**Materials provided**
================

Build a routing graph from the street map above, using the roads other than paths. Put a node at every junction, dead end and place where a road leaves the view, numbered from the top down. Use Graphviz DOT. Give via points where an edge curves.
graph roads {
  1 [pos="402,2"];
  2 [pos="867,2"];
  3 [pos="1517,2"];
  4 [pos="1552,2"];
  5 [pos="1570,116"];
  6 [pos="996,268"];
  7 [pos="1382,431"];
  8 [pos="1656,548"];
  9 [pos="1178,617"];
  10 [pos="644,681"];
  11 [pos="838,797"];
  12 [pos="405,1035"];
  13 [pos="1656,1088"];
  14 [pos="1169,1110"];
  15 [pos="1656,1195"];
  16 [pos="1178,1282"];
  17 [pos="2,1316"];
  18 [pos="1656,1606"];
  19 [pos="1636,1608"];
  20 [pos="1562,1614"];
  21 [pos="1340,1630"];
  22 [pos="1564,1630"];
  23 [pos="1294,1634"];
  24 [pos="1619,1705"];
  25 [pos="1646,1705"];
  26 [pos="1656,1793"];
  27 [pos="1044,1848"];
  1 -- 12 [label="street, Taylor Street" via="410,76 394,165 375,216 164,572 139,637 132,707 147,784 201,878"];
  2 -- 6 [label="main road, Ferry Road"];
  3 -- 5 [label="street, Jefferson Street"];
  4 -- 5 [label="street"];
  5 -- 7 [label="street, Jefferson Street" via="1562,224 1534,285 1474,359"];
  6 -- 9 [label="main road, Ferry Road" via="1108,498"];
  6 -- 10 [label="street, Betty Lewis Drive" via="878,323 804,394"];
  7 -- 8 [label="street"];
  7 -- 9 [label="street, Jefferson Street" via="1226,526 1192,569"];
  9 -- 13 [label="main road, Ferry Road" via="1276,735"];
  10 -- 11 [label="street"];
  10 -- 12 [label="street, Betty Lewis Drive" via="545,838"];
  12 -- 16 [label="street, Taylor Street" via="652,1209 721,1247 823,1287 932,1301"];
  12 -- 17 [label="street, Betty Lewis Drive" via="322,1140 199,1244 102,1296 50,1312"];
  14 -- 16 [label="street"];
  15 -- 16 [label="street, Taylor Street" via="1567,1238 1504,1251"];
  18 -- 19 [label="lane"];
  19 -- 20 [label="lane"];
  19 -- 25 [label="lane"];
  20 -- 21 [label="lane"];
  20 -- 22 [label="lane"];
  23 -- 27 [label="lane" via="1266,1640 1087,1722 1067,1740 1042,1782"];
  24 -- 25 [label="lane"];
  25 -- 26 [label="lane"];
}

================

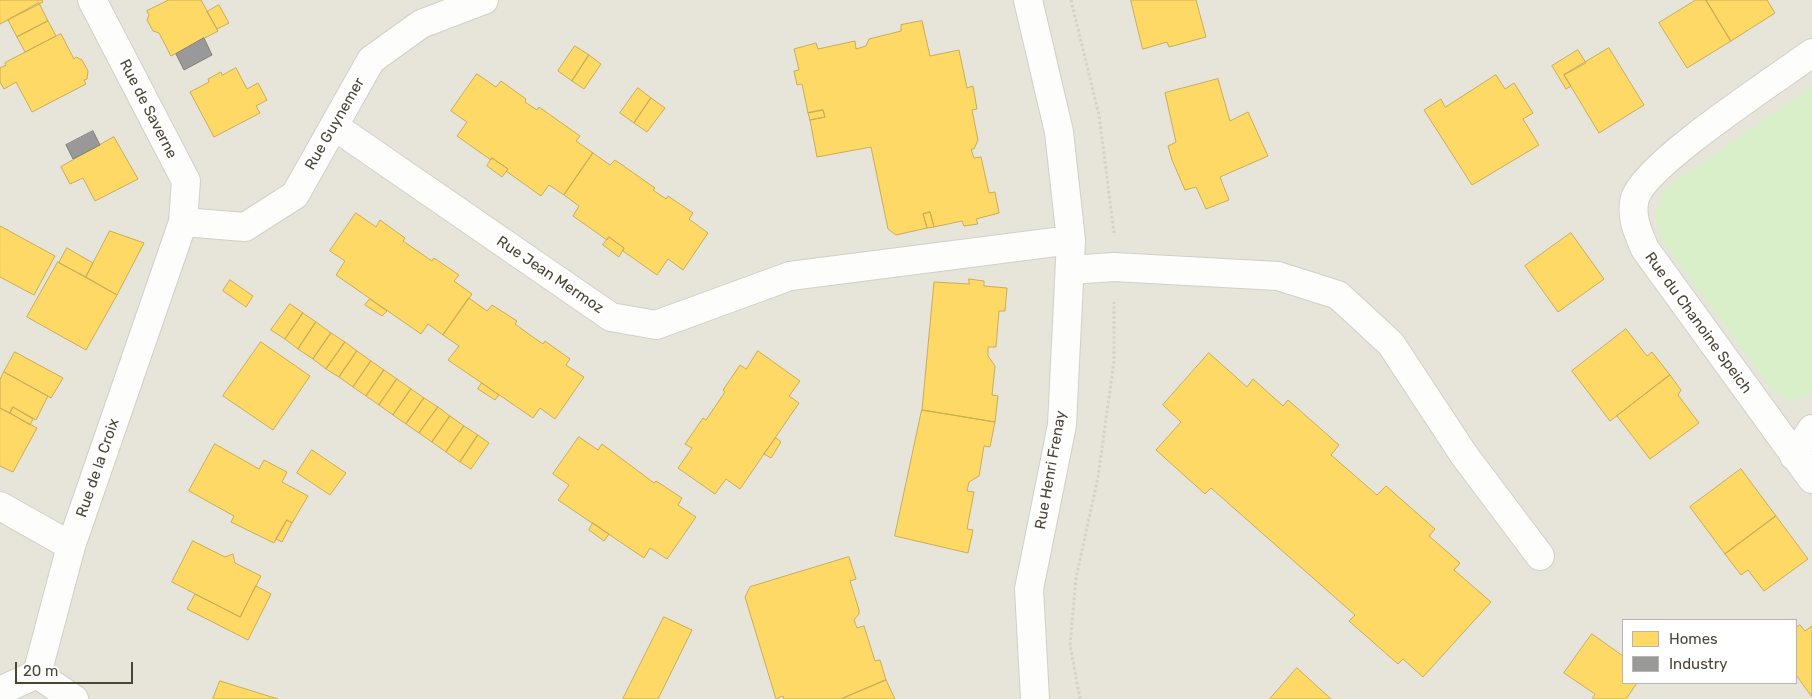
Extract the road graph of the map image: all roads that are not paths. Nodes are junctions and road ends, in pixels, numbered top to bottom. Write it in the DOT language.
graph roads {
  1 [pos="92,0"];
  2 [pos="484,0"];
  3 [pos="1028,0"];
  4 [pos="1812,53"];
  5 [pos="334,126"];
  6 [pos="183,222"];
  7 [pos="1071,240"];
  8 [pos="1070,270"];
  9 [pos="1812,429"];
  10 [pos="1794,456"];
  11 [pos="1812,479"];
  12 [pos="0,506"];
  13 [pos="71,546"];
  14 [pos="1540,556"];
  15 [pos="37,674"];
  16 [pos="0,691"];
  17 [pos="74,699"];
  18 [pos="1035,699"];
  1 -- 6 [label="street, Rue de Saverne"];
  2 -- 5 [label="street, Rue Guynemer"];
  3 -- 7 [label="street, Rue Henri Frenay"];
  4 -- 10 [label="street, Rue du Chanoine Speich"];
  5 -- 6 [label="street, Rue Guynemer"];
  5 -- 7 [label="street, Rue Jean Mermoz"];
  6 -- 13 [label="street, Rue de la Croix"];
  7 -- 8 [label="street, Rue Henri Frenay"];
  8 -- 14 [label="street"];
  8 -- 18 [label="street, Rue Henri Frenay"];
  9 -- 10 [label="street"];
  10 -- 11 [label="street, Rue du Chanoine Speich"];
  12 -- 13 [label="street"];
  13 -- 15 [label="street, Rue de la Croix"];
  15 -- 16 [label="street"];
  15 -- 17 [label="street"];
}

================

**Assignment**
The lines holding the string "graph" in the listing above are what you should copy out.

**Answer to this task**
Build a routing graph from the street map above, using the roads other than paths. Put a node at every junction, dead end and place where a road leaves the view, numbered from the top down. Use Graphviz DOT. Give via points where an edge curves.
graph roads {
Extract the road graph of the map image: all roads that are not paths. Nodes are junctions and road ends, in pixels, numbered top to bottom. Write it in the DOT language.
graph roads {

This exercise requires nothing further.